The Poetry of Self: Using American Voices to Shape Your Own Voice

Zuri M. Bryant

Published September 2008

Tools for this Unit:

Rationale

Since politics has recently been discovered by a group of Americans that had, up to this point in history, been relatively voiceless—young Black Americans—some educators are taking advantage of the opportunity to assist that demographic in finding a voice and also teaching them that it's powerful and should be used. Many high school seniors and college freshmen voted for the next prospective President of the United States in their local primary elections, thus initiating their roles in a process that once rendered them voiceless. Although my eighth grade students are years away from participating in any similar democratic process, it can't be too early to make them familiar with using their voices. Many of our Black students seldom realize that they not only have a voice, but a powerful one with possibilities.

These possibilities will be realized by using the most compressed form of writing—poetry. Reading and using poetic devices and powerful words will help the students become more accustomed to hearing and using language. Initially to the students, politics will only be words about issues that they may or may not understand. Through the political process, due to unfold this fall, students will understand that a dialogue between them and the people who make decisions needs to begin because they—the students—are important.

With the use of a variety of American authors and poets, I created this unit to help students learn to interpret poetry, express themselves through crafting poetry, and learn to effectively write and speak using their voices. This practice of active self-expression will become their norm, as opposed to simply delivering assignments that have no meaning and don't relate to their lives. The students will write many poems that tell about their experiences. They will read poems that will help them to see themselves in relation to the rest of the world. While the majority of the authors and works studied throughout this unit will be American: Walt Whitman's "I Sing America," Langston Hughes's "I, Too," narrative by Sandra Cisneros, etc., I'll introduce a number of foreign poets as well. One of those is Pablo Neruda and his "Ode to Thanks," which is in our class literature book.

Our students' knowledge of other cultures and historical events is quite limited to what cable and local network producers choose to show them on television. These movies and shows are clearly not representative of everything that goes on in the real world. Poetry, however, authorizes the reader to enter into the essence of other cultures and even one's own. Students will read, write and speak poetry to gain more incite into their own lives. All poetry is open to interpretation. Even narrative poems, that generally tell a linear story, may contain figurative language to make a reader think twice. The reader's own experiences make the difference. An example of this was revealed during seminar while discussing Langston Hughes's "A Negro Speaks of Rivers." We couldn't come to a consensus on many issues like: How many speakers were present? Why the speaker chose to speak of/identify with rivers?
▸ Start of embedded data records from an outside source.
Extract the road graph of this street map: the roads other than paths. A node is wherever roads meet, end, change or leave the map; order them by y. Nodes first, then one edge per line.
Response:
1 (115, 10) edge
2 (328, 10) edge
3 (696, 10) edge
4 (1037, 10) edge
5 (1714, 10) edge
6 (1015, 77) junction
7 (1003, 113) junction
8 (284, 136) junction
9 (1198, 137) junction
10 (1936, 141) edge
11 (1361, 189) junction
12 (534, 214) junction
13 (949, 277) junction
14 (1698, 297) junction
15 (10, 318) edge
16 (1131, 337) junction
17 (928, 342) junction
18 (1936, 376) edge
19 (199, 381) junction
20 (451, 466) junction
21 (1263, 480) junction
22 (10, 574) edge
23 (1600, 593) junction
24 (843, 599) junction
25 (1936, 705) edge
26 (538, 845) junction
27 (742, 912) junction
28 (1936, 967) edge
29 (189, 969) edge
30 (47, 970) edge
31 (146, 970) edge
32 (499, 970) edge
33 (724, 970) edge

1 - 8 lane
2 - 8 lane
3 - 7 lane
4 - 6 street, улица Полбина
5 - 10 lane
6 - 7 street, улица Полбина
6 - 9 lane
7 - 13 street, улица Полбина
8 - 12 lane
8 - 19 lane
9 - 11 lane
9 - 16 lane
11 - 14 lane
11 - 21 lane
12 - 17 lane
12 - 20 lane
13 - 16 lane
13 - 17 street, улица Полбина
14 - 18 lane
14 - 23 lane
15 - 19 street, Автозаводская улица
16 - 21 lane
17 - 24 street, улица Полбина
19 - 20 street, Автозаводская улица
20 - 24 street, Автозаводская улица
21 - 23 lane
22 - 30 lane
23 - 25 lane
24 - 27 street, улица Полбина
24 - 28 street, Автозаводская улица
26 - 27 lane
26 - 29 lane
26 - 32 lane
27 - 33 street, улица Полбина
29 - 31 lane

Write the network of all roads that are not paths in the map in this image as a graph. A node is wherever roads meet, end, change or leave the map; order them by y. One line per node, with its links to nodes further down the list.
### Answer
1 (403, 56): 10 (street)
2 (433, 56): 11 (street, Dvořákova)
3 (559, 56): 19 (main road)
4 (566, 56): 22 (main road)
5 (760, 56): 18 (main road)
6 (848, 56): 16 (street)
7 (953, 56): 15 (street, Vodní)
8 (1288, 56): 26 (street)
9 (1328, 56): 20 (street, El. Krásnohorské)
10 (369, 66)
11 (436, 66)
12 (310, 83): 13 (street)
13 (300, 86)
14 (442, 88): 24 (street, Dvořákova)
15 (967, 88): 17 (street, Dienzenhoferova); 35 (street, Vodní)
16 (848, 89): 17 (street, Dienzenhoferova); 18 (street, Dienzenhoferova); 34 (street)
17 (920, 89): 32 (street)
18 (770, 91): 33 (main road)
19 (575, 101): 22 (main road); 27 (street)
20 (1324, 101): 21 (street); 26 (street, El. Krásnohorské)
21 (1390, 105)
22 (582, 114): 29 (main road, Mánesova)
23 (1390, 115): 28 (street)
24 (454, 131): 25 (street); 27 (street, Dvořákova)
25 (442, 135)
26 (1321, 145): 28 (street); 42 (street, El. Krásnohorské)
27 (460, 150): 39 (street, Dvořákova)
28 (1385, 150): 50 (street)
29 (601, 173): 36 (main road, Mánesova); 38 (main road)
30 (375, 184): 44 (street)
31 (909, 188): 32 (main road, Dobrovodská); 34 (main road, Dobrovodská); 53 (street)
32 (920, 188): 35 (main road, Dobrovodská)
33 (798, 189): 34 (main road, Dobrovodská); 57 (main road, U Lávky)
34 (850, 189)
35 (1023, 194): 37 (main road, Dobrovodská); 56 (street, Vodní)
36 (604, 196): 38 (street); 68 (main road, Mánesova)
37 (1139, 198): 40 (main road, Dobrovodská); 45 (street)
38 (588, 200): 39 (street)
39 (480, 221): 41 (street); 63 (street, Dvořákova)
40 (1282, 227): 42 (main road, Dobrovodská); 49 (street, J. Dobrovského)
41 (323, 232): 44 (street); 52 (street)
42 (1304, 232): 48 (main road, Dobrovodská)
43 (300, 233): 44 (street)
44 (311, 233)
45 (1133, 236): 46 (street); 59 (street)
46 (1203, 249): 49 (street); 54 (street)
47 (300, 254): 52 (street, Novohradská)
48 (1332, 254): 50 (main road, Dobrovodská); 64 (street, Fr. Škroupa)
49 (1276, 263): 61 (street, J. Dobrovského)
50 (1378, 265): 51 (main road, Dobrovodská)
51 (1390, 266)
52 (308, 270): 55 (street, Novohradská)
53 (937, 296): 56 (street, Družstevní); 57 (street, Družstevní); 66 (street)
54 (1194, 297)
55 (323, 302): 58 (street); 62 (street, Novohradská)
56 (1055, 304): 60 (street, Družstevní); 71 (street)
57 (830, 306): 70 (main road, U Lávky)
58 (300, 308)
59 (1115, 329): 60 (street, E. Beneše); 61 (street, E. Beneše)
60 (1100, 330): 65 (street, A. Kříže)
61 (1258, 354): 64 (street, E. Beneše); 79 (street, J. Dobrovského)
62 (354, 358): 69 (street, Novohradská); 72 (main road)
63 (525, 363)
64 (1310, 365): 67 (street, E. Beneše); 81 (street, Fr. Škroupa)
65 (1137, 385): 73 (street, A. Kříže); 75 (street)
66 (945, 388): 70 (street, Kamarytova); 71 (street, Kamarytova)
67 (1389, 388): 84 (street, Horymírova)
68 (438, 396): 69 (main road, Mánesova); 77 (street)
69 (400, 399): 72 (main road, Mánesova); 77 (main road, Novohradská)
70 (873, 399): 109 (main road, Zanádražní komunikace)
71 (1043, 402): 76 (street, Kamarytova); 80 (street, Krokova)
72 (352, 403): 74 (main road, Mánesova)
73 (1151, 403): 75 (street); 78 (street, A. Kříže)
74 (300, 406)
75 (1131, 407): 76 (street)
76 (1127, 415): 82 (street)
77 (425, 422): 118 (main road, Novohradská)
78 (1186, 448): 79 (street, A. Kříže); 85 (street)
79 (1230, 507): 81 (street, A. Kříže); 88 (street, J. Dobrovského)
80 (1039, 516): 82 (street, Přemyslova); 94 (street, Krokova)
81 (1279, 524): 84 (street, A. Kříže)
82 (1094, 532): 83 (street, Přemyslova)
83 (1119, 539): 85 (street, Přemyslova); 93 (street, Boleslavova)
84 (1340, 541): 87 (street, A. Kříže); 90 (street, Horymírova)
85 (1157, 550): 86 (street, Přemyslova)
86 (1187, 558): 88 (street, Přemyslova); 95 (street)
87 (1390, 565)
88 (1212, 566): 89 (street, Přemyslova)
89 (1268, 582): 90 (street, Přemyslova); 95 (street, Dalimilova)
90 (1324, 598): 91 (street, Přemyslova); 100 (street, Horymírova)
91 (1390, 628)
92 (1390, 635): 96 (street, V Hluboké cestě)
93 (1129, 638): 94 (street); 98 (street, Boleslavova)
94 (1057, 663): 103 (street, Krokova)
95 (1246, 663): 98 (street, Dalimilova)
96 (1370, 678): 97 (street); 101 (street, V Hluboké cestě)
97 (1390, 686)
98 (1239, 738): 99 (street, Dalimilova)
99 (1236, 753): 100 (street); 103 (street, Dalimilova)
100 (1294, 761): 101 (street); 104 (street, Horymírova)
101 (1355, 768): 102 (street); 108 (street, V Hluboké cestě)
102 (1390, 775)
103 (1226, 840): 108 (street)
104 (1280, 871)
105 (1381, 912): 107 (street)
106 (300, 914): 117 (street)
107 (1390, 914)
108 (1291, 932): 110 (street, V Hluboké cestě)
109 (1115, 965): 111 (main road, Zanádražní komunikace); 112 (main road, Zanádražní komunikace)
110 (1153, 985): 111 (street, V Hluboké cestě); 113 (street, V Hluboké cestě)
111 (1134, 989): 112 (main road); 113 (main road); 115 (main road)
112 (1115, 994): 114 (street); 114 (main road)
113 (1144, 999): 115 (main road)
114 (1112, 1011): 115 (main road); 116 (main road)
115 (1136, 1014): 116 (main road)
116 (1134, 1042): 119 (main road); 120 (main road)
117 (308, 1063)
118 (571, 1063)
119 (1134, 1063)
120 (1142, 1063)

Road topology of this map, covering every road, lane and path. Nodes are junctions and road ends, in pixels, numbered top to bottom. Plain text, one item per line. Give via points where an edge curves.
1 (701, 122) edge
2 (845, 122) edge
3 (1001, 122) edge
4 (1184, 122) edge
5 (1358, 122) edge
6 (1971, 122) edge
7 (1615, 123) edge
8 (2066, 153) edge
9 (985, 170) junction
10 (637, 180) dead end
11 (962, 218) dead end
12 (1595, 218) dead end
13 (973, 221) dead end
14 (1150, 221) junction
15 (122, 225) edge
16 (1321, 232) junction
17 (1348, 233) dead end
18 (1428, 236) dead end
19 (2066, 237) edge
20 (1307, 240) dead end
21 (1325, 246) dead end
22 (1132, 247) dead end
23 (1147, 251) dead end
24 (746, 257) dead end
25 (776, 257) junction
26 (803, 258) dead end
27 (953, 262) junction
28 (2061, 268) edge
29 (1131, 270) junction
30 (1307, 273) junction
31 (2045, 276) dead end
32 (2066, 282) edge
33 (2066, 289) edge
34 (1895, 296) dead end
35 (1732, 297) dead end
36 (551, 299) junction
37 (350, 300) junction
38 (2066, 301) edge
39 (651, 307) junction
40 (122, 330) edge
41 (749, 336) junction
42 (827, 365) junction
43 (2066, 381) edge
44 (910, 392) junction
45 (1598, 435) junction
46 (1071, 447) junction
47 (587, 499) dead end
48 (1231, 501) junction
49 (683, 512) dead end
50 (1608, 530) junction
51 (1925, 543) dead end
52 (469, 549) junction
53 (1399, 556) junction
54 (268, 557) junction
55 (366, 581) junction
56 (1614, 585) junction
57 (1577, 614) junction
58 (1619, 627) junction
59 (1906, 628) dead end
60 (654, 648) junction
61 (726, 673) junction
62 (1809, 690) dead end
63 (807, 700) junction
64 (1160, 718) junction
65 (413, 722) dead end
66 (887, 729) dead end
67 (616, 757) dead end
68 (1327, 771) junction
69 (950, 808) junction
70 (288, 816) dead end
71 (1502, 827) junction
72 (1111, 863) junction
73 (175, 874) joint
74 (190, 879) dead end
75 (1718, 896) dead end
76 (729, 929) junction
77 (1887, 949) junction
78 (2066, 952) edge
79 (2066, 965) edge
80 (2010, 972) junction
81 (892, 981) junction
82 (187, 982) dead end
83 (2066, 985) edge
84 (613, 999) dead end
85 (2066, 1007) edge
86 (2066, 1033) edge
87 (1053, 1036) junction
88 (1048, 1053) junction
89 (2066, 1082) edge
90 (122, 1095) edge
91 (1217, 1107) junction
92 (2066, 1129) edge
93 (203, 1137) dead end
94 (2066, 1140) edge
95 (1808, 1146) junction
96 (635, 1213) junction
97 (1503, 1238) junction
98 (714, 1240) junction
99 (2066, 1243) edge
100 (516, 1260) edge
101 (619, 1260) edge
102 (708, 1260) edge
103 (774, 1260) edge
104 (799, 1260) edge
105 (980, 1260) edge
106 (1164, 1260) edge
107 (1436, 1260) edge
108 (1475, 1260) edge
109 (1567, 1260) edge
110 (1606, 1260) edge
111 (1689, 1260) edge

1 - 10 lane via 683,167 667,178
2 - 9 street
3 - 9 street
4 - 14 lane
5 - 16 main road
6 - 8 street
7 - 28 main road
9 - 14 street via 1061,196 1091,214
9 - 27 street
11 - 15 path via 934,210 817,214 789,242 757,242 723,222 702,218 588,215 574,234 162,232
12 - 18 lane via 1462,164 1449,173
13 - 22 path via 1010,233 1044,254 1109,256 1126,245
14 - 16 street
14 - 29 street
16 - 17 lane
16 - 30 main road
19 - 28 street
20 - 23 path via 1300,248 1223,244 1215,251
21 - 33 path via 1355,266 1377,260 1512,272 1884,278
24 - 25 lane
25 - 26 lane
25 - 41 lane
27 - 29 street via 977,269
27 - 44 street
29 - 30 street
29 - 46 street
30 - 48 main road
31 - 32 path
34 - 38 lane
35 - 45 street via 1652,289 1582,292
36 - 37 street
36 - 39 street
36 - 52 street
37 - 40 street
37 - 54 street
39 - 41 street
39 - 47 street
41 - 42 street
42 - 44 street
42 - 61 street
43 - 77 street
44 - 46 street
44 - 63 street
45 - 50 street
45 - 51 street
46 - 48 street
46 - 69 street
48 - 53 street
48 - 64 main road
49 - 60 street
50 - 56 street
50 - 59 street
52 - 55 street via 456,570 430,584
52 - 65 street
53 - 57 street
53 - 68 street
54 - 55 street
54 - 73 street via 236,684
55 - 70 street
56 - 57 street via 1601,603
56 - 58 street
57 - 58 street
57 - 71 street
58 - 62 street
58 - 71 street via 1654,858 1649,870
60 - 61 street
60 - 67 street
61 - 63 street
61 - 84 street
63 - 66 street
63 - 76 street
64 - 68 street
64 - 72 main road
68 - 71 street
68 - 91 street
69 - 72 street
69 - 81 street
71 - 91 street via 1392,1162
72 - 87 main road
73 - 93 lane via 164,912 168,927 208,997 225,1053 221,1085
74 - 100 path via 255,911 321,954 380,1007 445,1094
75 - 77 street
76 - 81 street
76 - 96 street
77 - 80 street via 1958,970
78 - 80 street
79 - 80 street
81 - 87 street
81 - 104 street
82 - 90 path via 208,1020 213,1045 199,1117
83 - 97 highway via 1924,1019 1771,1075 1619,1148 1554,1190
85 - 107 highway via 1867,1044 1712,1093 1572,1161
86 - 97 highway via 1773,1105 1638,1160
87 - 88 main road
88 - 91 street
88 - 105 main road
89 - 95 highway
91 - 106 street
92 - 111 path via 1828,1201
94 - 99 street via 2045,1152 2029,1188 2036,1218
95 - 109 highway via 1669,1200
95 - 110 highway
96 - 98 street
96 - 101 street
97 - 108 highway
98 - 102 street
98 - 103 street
Why Hughes chose to change verb tenses within the poem, even within a line? We all had our reasons and answers to these questions. Our reasons for those reasons stem back to our individual identities.

I chose to link this unit of voice with poetry because of the dreamscape possibilities that poetry affords. When writing prose, fiction or non, intricate detail is necessary for the author to deliver his intended message to his audience. Because poetry can be imagined, and is open to interpretation, the author can be discriminating in word choices, details, etc. Prose tends to focus more on character, plot and setting, while the heart of poetry is the language and how it is used to convey messages. Many different readers can experience the same poem differently. According to Robert Pinsky, 1 "…the vocality of poetry, involving the mind's energy as it moves toward speech…also involves the creation of something like…a social presence." Poetry creates a language that invokes a shared public intimacy. By nature, Americans have become so individualized that we are more the same. To some extent, poetry makes us vocal individuals being affected differently by the same work.